For projects involving IoT sensors and automatic data reporting and analysis, the development of broadly shared standards and definitions should be a priority before starting DLT projects.
ADB also expresses a preference for investment in self-sovereign digital identity solutions (for individuals and for legal entities) as it is a gateway for other DLT use cases.
The Paper describes Digital identity as a Gateway to All Other Use Cases. For instance, DLT could help provide financial system access to excluded populations.
The Paper notes that many globally focused startups are building DLT solutions for real-time self-sovereign digital identity management, which means that individuals fully own and manage their own identities.
According to the Paper, the self-sovereign identity approach is ideal for adoption in developing country contexts where there are significant gaps in official state recordkeeping. In developed countries, large sunk investments in traditional and entrenched recordkeeping systems could be a barrier.

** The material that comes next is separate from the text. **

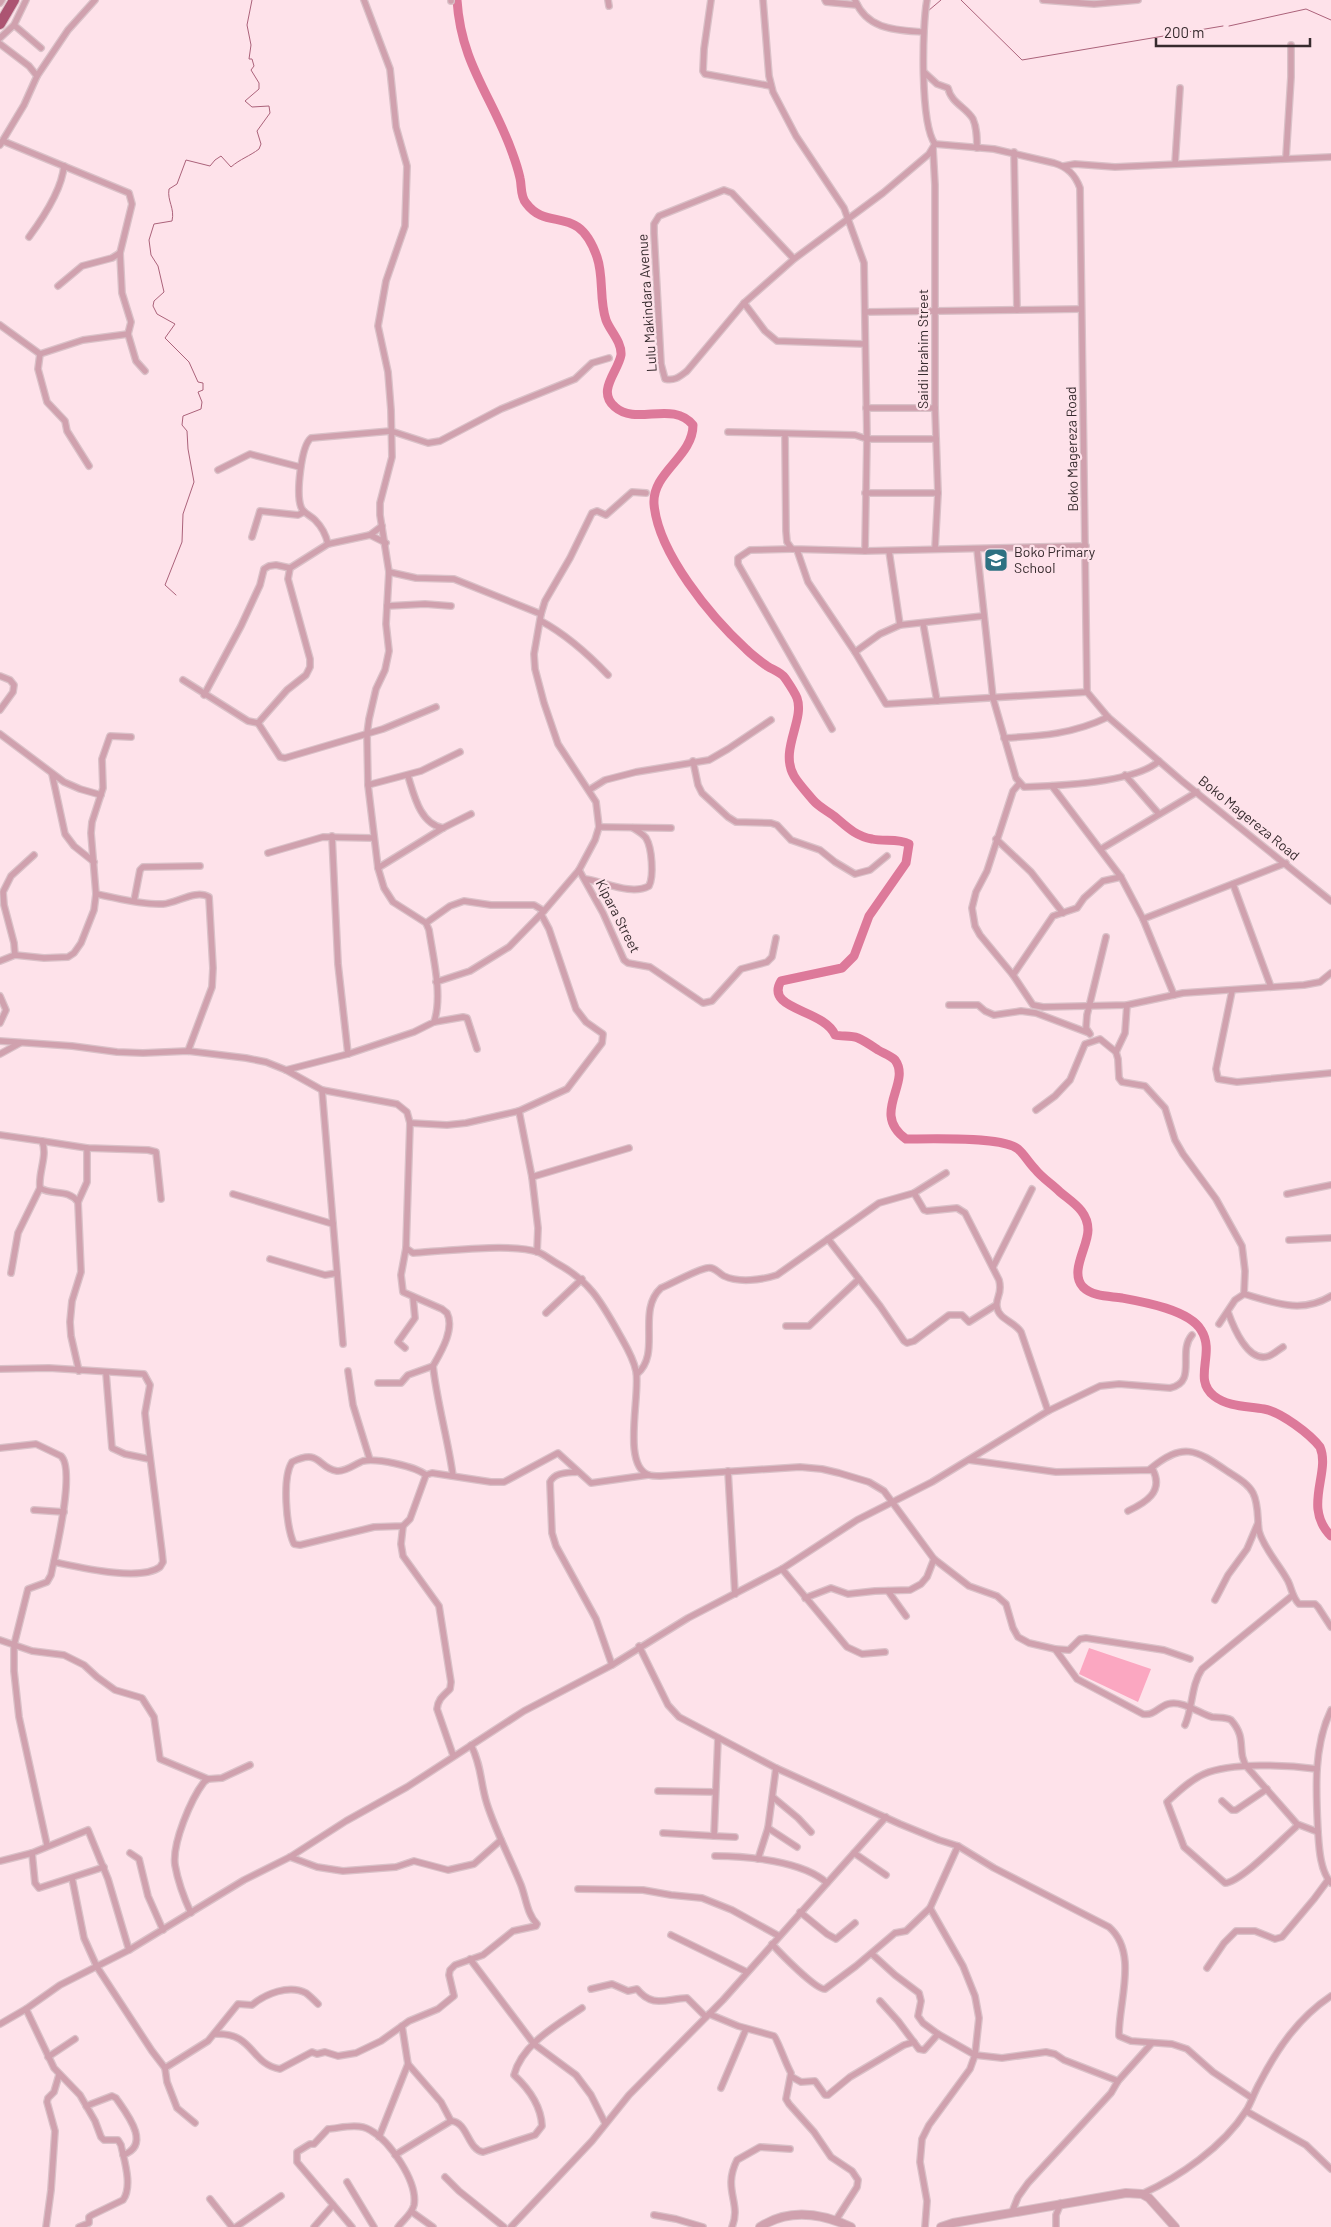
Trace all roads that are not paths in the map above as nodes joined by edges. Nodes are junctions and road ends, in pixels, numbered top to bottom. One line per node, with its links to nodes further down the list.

But three requirements must be met to realise the benefits: 1) Security (the identity information must be kept secure); 2) Controllability (user must be in control of who can see and access their data); and 3) Portability (user must be able to use their identity data wherever they want and not be tied to a single provider).
Data portability requires platform neutrality, but several solutions are being designed for use on specific DLT platforms, sometimes driven by hype on them. ADB recommends that development funders adopt a policy of publishing public tenders for all DLT-based proof of concepts, even if they fall below the usual budget threshold for a mandatory public tender call.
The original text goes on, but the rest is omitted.